Each record below should be set down exactly.

(Extracted records)
● ● ● ● ● ● ●

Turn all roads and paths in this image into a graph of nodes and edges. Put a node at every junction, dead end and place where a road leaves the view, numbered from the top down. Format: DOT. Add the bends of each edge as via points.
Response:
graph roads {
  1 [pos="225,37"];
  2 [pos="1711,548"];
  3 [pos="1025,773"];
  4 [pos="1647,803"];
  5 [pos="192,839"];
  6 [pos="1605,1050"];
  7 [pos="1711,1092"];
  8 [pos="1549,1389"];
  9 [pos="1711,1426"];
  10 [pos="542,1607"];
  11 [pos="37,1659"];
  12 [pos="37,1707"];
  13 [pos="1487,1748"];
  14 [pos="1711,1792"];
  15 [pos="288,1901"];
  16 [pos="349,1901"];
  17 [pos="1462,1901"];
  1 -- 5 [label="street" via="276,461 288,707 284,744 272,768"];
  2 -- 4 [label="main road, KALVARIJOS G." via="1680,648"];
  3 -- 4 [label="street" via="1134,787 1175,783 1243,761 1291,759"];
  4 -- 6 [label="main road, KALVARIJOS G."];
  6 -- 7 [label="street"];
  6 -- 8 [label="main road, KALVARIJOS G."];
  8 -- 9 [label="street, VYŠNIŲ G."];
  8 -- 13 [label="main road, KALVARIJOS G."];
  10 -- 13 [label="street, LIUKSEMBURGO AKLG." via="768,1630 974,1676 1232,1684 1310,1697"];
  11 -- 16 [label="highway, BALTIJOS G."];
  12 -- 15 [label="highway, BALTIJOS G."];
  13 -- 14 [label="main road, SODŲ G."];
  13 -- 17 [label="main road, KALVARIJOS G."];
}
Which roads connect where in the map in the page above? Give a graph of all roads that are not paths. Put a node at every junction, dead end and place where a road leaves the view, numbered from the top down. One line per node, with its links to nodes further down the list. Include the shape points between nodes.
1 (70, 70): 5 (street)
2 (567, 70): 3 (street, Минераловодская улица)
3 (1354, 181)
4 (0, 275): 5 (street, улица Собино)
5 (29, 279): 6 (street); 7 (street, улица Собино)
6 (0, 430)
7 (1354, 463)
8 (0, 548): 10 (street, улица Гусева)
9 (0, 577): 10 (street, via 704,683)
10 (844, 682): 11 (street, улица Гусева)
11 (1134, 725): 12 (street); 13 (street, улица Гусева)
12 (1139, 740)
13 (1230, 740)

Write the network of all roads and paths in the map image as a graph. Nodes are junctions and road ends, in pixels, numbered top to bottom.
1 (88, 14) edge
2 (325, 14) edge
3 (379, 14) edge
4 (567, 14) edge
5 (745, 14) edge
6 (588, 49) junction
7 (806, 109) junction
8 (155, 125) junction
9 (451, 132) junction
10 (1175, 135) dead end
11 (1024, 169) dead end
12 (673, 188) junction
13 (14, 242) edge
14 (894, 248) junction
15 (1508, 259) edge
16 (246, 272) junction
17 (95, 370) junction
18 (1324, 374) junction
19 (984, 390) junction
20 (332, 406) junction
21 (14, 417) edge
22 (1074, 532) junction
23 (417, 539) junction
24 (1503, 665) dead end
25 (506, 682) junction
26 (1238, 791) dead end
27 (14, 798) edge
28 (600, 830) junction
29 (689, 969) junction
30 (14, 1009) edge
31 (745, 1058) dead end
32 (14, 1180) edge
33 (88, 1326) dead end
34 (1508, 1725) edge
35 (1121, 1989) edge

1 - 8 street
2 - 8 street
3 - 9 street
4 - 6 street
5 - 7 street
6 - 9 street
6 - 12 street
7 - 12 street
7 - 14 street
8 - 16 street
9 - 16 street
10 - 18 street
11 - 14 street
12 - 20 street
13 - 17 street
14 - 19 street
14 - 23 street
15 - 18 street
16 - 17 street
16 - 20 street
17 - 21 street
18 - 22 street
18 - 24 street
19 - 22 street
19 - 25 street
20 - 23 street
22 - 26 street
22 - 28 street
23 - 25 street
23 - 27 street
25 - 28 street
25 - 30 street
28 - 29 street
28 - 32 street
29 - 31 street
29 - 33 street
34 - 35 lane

● ● ● ● ● ● ●

▸ **Task result**:
Turn all roads and paths in this image into a graph of nodes and edges. Put a node at every junction, dead end and place where a road leaves the view, numbered from the top down. Format: DOT. Add the bends of each edge as via points.
Response:
graph roads {
  1 [pos="225,37"];
  2 [pos="1711,548"];
  3 [pos="1025,773"];
  4 [pos="1647,803"];
  5 [pos="192,839"];
  6 [pos="1605,1050"];
  7 [pos="1711,1092"];
  8 [pos="1549,1389"];
  9 [pos="1711,1426"];
  10 [pos="542,1607"];
  11 [pos="37,1659"];
  12 [pos="37,1707"];
  13 [pos="1487,1748"];
  14 [pos="1711,1792"];
  15 [pos="288,1901"];
  16 [pos="349,1901"];
  17 [pos="1462,1901"];
  1 -- 5 [label="street" via="276,461 288,707 284,744 272,768"];
  2 -- 4 [label="main road, KALVARIJOS G." via="1680,648"];
  3 -- 4 [label="street" via="1134,787 1175,783 1243,761 1291,759"];
  4 -- 6 [label="main road, KALVARIJOS G."];
  6 -- 7 [label="street"];
  6 -- 8 [label="main road, KALVARIJOS G."];
  8 -- 9 [label="street, VYŠNIŲ G."];
  8 -- 13 [label="main road, KALVARIJOS G."];
  10 -- 13 [label="street, LIUKSEMBURGO AKLG." via="768,1630 974,1676 1232,1684 1310,1697"];
  11 -- 16 [label="highway, BALTIJOS G."];
  12 -- 15 [label="highway, BALTIJOS G."];
  13 -- 14 [label="main road, SODŲ G."];
  13 -- 17 [label="main road, KALVARIJOS G."];
}
Which roads connect where in the map in the page above? Give a graph of all roads that are not paths. Put a node at every junction, dead end and place where a road leaves the view, numbered from the top down. One line per node, with its links to nodes further down the list. Include the shape points between nodes.
1 (70, 70): 5 (street)
2 (567, 70): 3 (street, Минераловодская улица)
3 (1354, 181)
4 (0, 275): 5 (street, улица Собино)
5 (29, 279): 6 (street); 7 (street, улица Собино)
6 (0, 430)
7 (1354, 463)
8 (0, 548): 10 (street, улица Гусева)
9 (0, 577): 10 (street, via 704,683)
10 (844, 682): 11 (street, улица Гусева)
11 (1134, 725): 12 (street); 13 (street, улица Гусева)
12 (1139, 740)
13 (1230, 740)

Write the network of all roads and paths in the map image as a graph. Nodes are junctions and road ends, in pixels, numbered top to bottom.
1 (88, 14) edge
2 (325, 14) edge
3 (379, 14) edge
4 (567, 14) edge
5 (745, 14) edge
6 (588, 49) junction
7 (806, 109) junction
8 (155, 125) junction
9 (451, 132) junction
10 (1175, 135) dead end
11 (1024, 169) dead end
12 (673, 188) junction
13 (14, 242) edge
14 (894, 248) junction
15 (1508, 259) edge
16 (246, 272) junction
17 (95, 370) junction
18 (1324, 374) junction
19 (984, 390) junction
20 (332, 406) junction
21 (14, 417) edge
22 (1074, 532) junction
23 (417, 539) junction
24 (1503, 665) dead end
25 (506, 682) junction
26 (1238, 791) dead end
27 (14, 798) edge
28 (600, 830) junction
29 (689, 969) junction
30 (14, 1009) edge
31 (745, 1058) dead end
32 (14, 1180) edge
33 (88, 1326) dead end
34 (1508, 1725) edge
35 (1121, 1989) edge

1 - 8 street
2 - 8 street
3 - 9 street
4 - 6 street
5 - 7 street
6 - 9 street
6 - 12 street
7 - 12 street
7 - 14 street
8 - 16 street
9 - 16 street
10 - 18 street
11 - 14 street
12 - 20 street
13 - 17 street
14 - 19 street
14 - 23 street
15 - 18 street
16 - 17 street
16 - 20 street
17 - 21 street
18 - 22 street
18 - 24 street
19 - 22 street
19 - 25 street
20 - 23 street
22 - 26 street
22 - 28 street
23 - 25 street
23 - 27 street
25 - 28 street
25 - 30 street
28 - 29 street
28 - 32 street
29 - 31 street
29 - 33 street
34 - 35 lane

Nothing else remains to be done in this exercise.